Kaiserslautern
Neuer Wasgau-Markt geplant
Die Pläne waren am Montagabend erneut Thema im Bauausschuss. Beschlossen wurde gegen die Stimmen der Grünen, dass das Verfahren jetzt in die zweite Runde der Öffentlichkeitsbeteiligung geht. Elke Franzreb, Leiterin des Referats Stadtentwicklung, betonte, der Gestaltungsbeirat habe die Planung westlich der Ländelstraße sehr positiv beurteilt. „Wir kriegen da städtebaulich eine absolut verbesserte Situation“, sagte sie. Auf dem Areal befand sich bis vor ein paar Jahren ein Betonmischwerk der Firma Trapobet.
Zufahrt von der Mainzer Straße aus
Für den Neubau muss der bisher geltende Bebauungsplan geändert werden, weil bislang nur eine zweigeschossige Bebauung zulässig war. Durch die Entwicklung des Areals mit einer Zufahrt von der Mainzer Straße aus soll eine neue Stadteingangssituation entstehen. Zur Reduktion der Hitzeentwicklung wird eine Dach- und Fassadenbegrünung festgesetzt.
Parallel zu dem Bebauungsplanverfahren, das vor über einem Jahr eingeleitet wurde, wurde im Zuge der Fortschreibung der Einzelhandelskonzeption das Areal als neuer Einzelhandelsstandort für die Nahversorgung aufgenommen. Die Aufsichtsbehörde SGD Süd hatte die zunächst vorgesehene Verkaufsfläche von 1500 Quadratmeter als zu groß abgelehnt. In der Konsequenz soll jetzt ein Vollsortimenter auf nur 1200 Quadratmeter Verkaufsfläche kommen. Er soll im ersten Obergeschoss des Komplexes entstehen, über dem Baustoff-Abhollager.
Auch Kunden aus dem Umland im Fokus
Wie aus den Stellungnahmen zu dem Vorhaben hervorgeht, gehen die Stadtplaner bei der Stadtverwaltung davon aus, dass der neue Markt kaum Auswirkungen auf die Standorte des Netto-Marktes in der Friedenstraße und im Benzinoring beispielsweise haben wird. Wörtlich heißt es dazu aus dem Rathaus: „Aus der vorgelegten Auswirkungsanalyse kann entnommen werden, dass in der heutigen Situation die Märkte im Umfeld des Standortes nur in geringem Umfang zur Nahversorgung beitragen und die überwiegenden Einkaufsvorgänge in den Märkten Globus und Real stattfinden. Daher sind auch die Kaufkraftabzüge bei den vorhandenen Märkten im Umfeld rechnerisch gering.“ Die Analyse einer Handelsberatung aus Köln, die der Investor in Auftrag gegeben hatte, kommt zu dem Schluss, dass das Einzugsgebiet des Marktes sich auf ein Bevölkerungspotenzial von etwas über 9000 Einwohnern bezieht. Zu erwarten seien aber auch Kunden von außerhalb, etwa Berufspendler aus dem Umland und Durchreisende.

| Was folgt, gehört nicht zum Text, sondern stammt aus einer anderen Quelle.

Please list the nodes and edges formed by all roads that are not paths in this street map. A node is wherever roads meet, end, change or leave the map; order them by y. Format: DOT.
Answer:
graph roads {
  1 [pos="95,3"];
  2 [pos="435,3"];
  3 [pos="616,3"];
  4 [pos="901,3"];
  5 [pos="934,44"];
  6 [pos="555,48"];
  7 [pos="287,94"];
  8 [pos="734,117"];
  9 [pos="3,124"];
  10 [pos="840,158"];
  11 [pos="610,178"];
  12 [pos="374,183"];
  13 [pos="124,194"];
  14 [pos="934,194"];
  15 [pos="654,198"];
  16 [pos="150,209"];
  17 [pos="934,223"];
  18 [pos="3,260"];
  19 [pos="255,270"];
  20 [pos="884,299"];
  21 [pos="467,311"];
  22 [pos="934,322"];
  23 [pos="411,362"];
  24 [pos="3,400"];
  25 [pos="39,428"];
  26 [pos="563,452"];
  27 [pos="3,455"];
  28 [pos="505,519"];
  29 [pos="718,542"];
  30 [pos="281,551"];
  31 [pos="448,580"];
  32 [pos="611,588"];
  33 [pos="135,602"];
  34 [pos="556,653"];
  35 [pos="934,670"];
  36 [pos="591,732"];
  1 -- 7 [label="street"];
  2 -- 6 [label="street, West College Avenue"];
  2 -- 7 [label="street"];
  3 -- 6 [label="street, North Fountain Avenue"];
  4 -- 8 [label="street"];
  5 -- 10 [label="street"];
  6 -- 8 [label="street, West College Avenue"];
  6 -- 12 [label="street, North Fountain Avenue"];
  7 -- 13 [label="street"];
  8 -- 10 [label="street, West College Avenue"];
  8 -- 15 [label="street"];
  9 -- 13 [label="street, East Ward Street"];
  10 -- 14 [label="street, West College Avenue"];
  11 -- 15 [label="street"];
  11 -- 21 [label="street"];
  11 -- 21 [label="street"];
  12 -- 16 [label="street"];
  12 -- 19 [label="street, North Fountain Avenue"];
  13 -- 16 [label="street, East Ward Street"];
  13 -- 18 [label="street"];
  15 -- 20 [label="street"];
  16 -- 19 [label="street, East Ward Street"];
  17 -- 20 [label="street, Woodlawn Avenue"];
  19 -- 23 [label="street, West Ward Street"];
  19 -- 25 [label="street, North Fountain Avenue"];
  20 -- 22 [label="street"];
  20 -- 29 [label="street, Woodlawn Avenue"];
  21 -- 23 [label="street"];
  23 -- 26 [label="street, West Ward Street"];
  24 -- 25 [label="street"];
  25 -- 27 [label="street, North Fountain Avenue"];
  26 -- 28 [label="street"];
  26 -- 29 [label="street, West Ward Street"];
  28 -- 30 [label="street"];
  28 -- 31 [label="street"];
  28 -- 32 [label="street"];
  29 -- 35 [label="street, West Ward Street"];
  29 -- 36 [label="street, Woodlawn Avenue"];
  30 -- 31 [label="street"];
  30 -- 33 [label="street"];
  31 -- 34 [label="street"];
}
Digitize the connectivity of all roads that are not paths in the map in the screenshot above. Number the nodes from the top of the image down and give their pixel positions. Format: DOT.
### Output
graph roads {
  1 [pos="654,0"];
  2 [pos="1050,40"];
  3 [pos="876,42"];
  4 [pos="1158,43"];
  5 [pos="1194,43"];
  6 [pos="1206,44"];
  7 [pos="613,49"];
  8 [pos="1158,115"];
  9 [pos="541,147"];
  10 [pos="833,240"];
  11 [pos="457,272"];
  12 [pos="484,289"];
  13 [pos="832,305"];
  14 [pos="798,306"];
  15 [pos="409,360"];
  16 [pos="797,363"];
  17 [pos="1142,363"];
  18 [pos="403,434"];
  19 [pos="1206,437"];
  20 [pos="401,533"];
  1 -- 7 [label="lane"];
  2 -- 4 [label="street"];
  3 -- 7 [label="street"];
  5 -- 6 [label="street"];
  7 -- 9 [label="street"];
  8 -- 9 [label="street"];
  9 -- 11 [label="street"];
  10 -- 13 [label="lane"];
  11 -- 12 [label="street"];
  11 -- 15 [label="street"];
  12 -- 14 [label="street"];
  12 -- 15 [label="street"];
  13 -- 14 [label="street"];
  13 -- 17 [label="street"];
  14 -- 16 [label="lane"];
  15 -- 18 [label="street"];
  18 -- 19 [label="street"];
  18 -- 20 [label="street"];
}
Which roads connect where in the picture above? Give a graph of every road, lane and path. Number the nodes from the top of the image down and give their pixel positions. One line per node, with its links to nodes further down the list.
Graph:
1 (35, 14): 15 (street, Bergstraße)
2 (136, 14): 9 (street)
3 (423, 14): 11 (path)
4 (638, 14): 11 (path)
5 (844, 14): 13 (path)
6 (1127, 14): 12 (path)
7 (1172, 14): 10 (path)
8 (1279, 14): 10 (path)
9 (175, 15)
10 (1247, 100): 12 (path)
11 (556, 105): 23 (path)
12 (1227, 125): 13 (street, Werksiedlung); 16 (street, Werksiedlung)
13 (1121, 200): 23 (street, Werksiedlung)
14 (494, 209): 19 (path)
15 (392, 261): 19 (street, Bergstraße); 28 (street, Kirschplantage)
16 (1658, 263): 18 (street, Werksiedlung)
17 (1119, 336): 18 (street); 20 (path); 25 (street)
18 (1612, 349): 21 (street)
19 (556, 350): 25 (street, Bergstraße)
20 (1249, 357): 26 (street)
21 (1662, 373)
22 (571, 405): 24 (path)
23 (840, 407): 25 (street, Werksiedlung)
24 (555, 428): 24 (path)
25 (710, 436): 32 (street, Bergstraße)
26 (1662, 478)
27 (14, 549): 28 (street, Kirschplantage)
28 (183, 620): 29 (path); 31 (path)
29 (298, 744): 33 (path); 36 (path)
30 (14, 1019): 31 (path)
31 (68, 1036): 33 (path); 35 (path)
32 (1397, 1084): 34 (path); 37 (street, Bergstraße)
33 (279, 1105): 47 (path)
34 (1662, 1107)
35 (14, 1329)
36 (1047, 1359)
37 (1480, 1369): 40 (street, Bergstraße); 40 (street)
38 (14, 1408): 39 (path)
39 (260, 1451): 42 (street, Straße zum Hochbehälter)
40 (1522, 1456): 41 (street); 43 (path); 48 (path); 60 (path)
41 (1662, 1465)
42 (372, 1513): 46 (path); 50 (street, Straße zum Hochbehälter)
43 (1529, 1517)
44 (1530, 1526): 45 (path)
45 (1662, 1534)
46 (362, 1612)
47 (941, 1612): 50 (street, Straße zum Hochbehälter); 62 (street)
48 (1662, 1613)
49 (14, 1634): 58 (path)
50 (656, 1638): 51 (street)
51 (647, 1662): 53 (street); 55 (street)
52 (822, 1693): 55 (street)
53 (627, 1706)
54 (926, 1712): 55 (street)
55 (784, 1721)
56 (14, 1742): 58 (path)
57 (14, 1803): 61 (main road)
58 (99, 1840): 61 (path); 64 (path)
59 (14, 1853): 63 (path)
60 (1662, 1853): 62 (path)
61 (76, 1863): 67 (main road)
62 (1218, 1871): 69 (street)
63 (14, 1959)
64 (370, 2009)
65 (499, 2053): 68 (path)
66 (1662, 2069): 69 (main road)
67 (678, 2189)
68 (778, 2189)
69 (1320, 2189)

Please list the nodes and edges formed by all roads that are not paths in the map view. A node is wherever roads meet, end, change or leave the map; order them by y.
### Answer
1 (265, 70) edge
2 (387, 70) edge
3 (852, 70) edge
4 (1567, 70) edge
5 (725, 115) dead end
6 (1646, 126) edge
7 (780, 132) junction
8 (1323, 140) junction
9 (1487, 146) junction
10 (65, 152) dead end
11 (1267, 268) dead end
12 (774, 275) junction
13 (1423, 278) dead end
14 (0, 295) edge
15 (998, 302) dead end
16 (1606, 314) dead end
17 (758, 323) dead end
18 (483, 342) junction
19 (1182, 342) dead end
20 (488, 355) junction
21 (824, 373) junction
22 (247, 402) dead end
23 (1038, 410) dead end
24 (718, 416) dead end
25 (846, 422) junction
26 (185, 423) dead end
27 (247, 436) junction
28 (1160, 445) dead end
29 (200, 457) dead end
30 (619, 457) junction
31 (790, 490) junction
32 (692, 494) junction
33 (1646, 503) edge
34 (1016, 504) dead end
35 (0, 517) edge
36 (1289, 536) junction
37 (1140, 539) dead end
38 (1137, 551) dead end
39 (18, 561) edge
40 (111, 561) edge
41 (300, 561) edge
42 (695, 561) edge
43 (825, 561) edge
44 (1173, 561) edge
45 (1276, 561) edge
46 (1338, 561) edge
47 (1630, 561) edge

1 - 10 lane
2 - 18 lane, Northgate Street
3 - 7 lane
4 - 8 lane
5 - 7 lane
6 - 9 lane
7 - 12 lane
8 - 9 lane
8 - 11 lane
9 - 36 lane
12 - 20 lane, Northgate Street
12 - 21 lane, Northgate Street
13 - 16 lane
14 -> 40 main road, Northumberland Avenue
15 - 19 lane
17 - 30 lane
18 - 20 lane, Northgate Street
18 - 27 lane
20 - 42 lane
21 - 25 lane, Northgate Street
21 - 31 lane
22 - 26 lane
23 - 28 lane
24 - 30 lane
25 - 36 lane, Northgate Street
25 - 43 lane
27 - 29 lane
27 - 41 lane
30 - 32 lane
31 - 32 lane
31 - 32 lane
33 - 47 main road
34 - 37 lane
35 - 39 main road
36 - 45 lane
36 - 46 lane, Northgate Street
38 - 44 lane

Die Industrie- und Handelskammer (IHK) für die Pfalz hat mit Blick auf die Verkehrssituation angeregt, eine Verzögerungsspur im Bereich der Ein- und Ausfahrt zu bauen. Da die Mainzer Straße in Ost-West-Richtung sehr stark befahren sei, solle das überprüft werden, aus Gründen der Verkehrssicherheit und des Verkehrsflusses. Gerade in Zeiten des Feierabendverkehrs sei mit Einkäufen durch heimfahrende Pendler stadtauswärts zu rechnen, so die IHK. Auf der Nordseite der Mainzer Straße seien bei vergleichbaren Nutzungen wie dem Hornbach-Baumarkt und Aldi solche Streifen vorhanden.
Grüne lehnen Supermarkt ab
Laut dem Referat Stadtentwicklung soll die Anlieferung für den Baustoffhandel ebenso wie für den Lebensmittelmarkt und die Kundenverkehre für den Baustoffmarkt über die Ländelstraße erfolgen. Die Liefer- und Kundenverkehre zwischen dem Baumarkt Hornbach und dem Baustoff-Abhollager sollen über den Baalborner Weg abgewickelt werden.
Die Fraktion der Grünen hat als einzige gegen eine Weiterverfolgung des Projektes gestimmt. Fraktionschef Tobias Wiesemann argumentierte, die Grünen „sehen keinen Bedarf für einen weiteren Supermarkt. Wir wollen den Konkurrenzkampf zwischen den Märkten nicht unterstützen“.